"That has an interpretation," he said, smiling, as he. handed a pair to Nasmith, "but I won't read the legend for you. You must learn to read it for yourself. And this too has its interpretation," he said, before translating Beresford's scroll:—
"Mirth becomes the time of danger;
Sadness suits the time of love."
"Now," he said, "I have puzzled you like the old Delphic oracle,—wasn't it?—but I have written only what I see with my own eyes. If my interpretations do not come true, it will be for one reason: it will be because I am unable to control what shall be written on my own scrolls."
"An extraordinary man," Beresford commented, after good-byes had been said.

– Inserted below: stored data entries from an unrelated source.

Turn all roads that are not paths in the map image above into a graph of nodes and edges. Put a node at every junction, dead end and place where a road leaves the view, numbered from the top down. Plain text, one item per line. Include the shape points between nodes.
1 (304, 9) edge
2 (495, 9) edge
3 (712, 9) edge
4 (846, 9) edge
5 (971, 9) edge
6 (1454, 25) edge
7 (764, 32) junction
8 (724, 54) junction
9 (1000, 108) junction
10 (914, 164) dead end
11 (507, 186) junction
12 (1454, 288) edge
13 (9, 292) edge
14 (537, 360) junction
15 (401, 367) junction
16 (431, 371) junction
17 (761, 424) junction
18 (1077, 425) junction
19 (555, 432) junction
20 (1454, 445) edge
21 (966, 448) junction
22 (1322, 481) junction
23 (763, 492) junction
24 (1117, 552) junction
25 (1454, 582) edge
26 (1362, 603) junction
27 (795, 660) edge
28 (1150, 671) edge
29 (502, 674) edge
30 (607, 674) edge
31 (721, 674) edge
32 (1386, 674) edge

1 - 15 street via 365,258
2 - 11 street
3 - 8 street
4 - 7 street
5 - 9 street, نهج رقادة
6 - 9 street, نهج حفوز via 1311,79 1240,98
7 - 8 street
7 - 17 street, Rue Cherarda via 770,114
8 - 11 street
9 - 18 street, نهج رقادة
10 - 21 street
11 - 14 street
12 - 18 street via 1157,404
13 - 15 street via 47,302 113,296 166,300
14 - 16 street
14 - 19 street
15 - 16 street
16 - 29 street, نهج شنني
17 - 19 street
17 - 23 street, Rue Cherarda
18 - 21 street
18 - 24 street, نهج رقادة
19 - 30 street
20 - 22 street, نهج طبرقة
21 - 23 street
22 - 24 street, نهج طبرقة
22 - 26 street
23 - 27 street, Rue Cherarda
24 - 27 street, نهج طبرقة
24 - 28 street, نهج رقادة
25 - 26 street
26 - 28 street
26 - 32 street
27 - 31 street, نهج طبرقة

"And a most unhappy one," added his friend. "I don't think he will invite us again."
CHAPTER XI
For a long time Herrick sat in quiet, like a figure in meditation. The drowsiness of the afternoon seemed to have pervaded his spirit, the strange stillness now reigning over the house after all the laughter that had gone before. Three or four times the man took up his brushes, tapered the hairs to a slender point, then replaced the brass caps and put back the pens idly into their stand. At last he called for Nancy, made her sit down, and asked her to tell the whole story of yesterday's adventure. The perfidy of the monks angered him.
"I shall raze their temple to its foundations," he exclaimed, "and drive them forth homeless like the wolves they are!" But one knew, in listening to him, these words would never be fulfilled.
He was particular that Nancy should be explicit about all she had done, all she had said, at the home of the Ferrises.